Ma Cetto La Qualunque doveva essere per forza calabrese ?
Pubblicato su Calabria Ora il 22 gennaio 2011
In questi giorni si fa un gran parlare del film di Antonio Albanese “Qualunquemente”.
Il film, preceduto dal grande successo del personaggio di Cetto La Qualunque in TV nella trasmissione di Fazio, si preannuncia come campione di incassi. Qualcuno l’ha definito l’evento satirico del 2011, rilevando riferimenti tra il personaggio laido, corrotto e ladro di Cetto con le cronache quotidiane che riguardano il Presidente del Consiglio. Lo stesso Albanese non ha mancato di sottolineare come la cronaca spesso supera la fantasia cinematografica. Il film sarà certamente divertente e andrò a vederlo, anche se, a mio parere, è solo un film comico, una commedia, e non un’opera satirica.
La satira infatti è una forma artistica caratterizzata dall’attenzione critica alla politica e alla società, perché ne mostra le contraddizioni e soprattutto cerca di promuovere il cambiamento. Per essere satirico, quindi, un film o una qualunque forma di espressione artistica, non è sufficiente che contenga una critica e faccia sorridere sui mali della politica e della società, ma deve anche contenere una forma di “proposta” che possa suscitare quella famosa volontà di cambiamento.
La satira, nei secoli, è stata temuta dal potere soprattutto per questo: è la voce del bambino che urla il re è nudo, e ne svela irrimediabilmente le debolezze.
Fatta questa premessa che ritengo essenziale vengo al merito del film del lombardo Albanese: Cetto La Qualunque è quanto di più disprezzabile rappresenti certa politica oggi: è corrotto, clientelare, tangentista, evasore fiscale, maschilista, ecc.. Caratteristiche che sono presenti in egual misura a tutte le latitudini del nostro Paese.
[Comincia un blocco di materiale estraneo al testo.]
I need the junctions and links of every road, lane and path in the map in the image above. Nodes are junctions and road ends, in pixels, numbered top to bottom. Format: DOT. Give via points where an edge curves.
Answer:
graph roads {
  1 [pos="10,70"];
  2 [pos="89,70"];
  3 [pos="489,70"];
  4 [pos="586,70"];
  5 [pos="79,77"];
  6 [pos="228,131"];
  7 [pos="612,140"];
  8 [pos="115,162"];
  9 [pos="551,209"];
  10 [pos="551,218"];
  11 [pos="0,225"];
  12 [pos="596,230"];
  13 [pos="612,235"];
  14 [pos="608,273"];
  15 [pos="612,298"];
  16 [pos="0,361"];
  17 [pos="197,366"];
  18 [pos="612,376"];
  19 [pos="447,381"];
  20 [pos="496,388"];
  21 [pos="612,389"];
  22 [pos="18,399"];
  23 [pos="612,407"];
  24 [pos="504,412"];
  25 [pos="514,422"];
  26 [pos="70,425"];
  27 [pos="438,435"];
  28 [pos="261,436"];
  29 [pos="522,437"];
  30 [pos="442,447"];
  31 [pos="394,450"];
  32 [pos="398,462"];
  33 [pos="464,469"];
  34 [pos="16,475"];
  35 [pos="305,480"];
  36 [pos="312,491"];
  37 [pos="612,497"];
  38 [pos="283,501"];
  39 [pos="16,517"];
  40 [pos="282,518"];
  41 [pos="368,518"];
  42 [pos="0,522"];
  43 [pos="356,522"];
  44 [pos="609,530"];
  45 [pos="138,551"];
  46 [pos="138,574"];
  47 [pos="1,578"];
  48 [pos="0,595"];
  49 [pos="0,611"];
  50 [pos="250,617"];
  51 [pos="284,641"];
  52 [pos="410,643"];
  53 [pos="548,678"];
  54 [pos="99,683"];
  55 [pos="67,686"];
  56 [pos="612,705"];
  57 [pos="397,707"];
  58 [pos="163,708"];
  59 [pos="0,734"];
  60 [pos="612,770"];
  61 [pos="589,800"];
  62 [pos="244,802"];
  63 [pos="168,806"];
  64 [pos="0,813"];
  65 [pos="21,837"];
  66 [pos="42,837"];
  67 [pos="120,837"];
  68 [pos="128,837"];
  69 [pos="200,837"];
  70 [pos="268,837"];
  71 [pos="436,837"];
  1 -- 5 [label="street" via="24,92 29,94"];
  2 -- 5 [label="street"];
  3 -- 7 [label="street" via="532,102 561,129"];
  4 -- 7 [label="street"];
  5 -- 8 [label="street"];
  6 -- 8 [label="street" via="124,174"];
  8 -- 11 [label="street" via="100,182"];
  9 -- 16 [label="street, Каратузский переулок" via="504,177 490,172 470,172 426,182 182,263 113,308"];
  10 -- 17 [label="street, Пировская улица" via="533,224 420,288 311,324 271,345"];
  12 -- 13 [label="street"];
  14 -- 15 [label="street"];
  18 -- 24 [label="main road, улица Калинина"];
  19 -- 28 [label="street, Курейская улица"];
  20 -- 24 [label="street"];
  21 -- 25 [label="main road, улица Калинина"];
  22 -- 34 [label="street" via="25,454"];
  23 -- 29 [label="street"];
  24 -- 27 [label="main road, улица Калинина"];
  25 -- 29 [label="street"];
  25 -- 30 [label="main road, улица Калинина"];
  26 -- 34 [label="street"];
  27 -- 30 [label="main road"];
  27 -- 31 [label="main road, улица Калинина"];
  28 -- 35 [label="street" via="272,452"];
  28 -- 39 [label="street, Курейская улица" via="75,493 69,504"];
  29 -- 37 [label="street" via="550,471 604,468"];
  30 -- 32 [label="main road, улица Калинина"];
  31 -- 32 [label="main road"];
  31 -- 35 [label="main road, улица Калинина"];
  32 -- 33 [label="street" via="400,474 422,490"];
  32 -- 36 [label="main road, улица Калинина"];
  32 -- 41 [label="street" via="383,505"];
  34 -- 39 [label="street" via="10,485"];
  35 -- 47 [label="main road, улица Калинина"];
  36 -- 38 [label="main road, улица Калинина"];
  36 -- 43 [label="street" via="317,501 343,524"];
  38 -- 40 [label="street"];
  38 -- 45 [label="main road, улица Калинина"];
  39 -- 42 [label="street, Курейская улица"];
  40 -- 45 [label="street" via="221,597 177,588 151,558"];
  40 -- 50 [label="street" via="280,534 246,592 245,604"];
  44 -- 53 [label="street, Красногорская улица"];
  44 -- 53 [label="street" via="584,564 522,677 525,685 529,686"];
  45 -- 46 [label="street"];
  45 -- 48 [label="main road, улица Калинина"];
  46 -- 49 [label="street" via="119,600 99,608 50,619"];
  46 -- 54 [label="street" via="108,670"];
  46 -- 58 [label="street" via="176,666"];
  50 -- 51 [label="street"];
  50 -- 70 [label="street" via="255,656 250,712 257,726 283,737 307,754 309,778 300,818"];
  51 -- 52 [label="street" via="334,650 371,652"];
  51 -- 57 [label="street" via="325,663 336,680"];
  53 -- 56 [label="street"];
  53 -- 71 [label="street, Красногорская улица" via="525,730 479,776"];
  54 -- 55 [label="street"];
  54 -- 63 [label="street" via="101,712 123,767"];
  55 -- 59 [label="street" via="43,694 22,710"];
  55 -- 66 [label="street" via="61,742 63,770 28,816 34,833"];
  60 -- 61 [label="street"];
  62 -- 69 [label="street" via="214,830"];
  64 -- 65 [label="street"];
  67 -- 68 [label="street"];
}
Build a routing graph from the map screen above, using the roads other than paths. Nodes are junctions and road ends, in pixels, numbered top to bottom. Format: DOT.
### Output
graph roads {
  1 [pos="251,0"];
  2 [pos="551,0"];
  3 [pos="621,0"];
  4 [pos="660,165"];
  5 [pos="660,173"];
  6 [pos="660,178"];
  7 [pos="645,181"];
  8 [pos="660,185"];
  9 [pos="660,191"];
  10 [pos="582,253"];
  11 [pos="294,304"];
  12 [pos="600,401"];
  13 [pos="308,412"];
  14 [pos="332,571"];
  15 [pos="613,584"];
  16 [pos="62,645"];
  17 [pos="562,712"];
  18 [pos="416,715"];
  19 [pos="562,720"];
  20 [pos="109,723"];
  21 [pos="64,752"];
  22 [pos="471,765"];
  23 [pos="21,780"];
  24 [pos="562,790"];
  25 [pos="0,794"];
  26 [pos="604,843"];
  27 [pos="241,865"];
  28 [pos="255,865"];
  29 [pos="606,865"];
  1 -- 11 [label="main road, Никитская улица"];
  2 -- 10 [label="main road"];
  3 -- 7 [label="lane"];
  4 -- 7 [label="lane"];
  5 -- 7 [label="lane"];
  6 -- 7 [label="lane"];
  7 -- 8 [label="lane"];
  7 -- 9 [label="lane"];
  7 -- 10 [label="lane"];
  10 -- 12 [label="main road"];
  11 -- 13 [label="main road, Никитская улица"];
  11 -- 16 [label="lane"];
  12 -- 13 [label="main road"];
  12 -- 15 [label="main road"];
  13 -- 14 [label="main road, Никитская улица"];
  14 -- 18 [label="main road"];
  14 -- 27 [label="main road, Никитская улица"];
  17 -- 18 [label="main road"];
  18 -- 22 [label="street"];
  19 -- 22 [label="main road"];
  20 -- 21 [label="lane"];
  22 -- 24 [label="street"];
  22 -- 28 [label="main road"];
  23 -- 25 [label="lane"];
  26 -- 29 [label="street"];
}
Mi chiedo, quindi, assai retoricamente, perché esso dovesse essere per forza calabrese.
Dicendo questo non intendo fare il solito discorso di calabresità offesa o ferita né negare che certa politica calabrese spesso superi nella realtà la caricatura di Albanese. Sono però convinto che se La Qualunque si chiamasse Brambilla e parlasse padano non sarebbe meno comico.
Ma Cetto La Qualunque è calabrese, diciamocelo con franchezza, perché la Calabria oggi è vista, è rappresentata (e, perché no, spesso si autorappresenta) come il peggio nazionale, la Gomorra d’Italia.
Guardando Cetto si è indotti a pensare, però, fuori dalla nostra regione, che tutti i politici ed amministratori siano come quella caricatura e magari sfugge la realtà di tanti politici ed amministratori, la maggioranza, che non solo non sono come Cetto, ma che quotidianamente si sforzano di fare il loro dovere come dimostrano le centinaia di intimidazioni mafiose o criminali (la Calabria ha anche questo triste primato, purtroppo) che subiscono.
Cetto quindi è una facile caricatura perché, in fondo rassicura, conferma pregiudizi e stereotipi: lombardi, veneti, piemontesi o toscani si sentono rassicurati perché possono continuare a pensare che la malapolitica sia solo un problema meridionale e calabrese. Ma rassicura anche certa sinistra giacobina e radical-giustizialista (dislocata in tutto il Paese e anche al Sud) perché le consente di restare rinchiusa nella propria visione manichea di un bene contrapposto al male, nella orgogliosa presunzione della propria diversità etica e morale. Cetto La Qualunque, infine, non fa paura al potere (che oggi è di destra, populista e berlusconiano) perché colloca la malapolitica in una dimensione comica e caricaturale, quindi sostanzialmente non riferibile a fatti concreti.
“Qualunquemente” è dunque un film comico, non una satira politica o di costume: dopo averlo visto e averci riso sopra ai calabresi e agli italiani resta il problema tutto aperto di rinnovare e cambiare la politica superando pregiudizi e stereotipi e guardando il merito delle questioni, una volta tanto.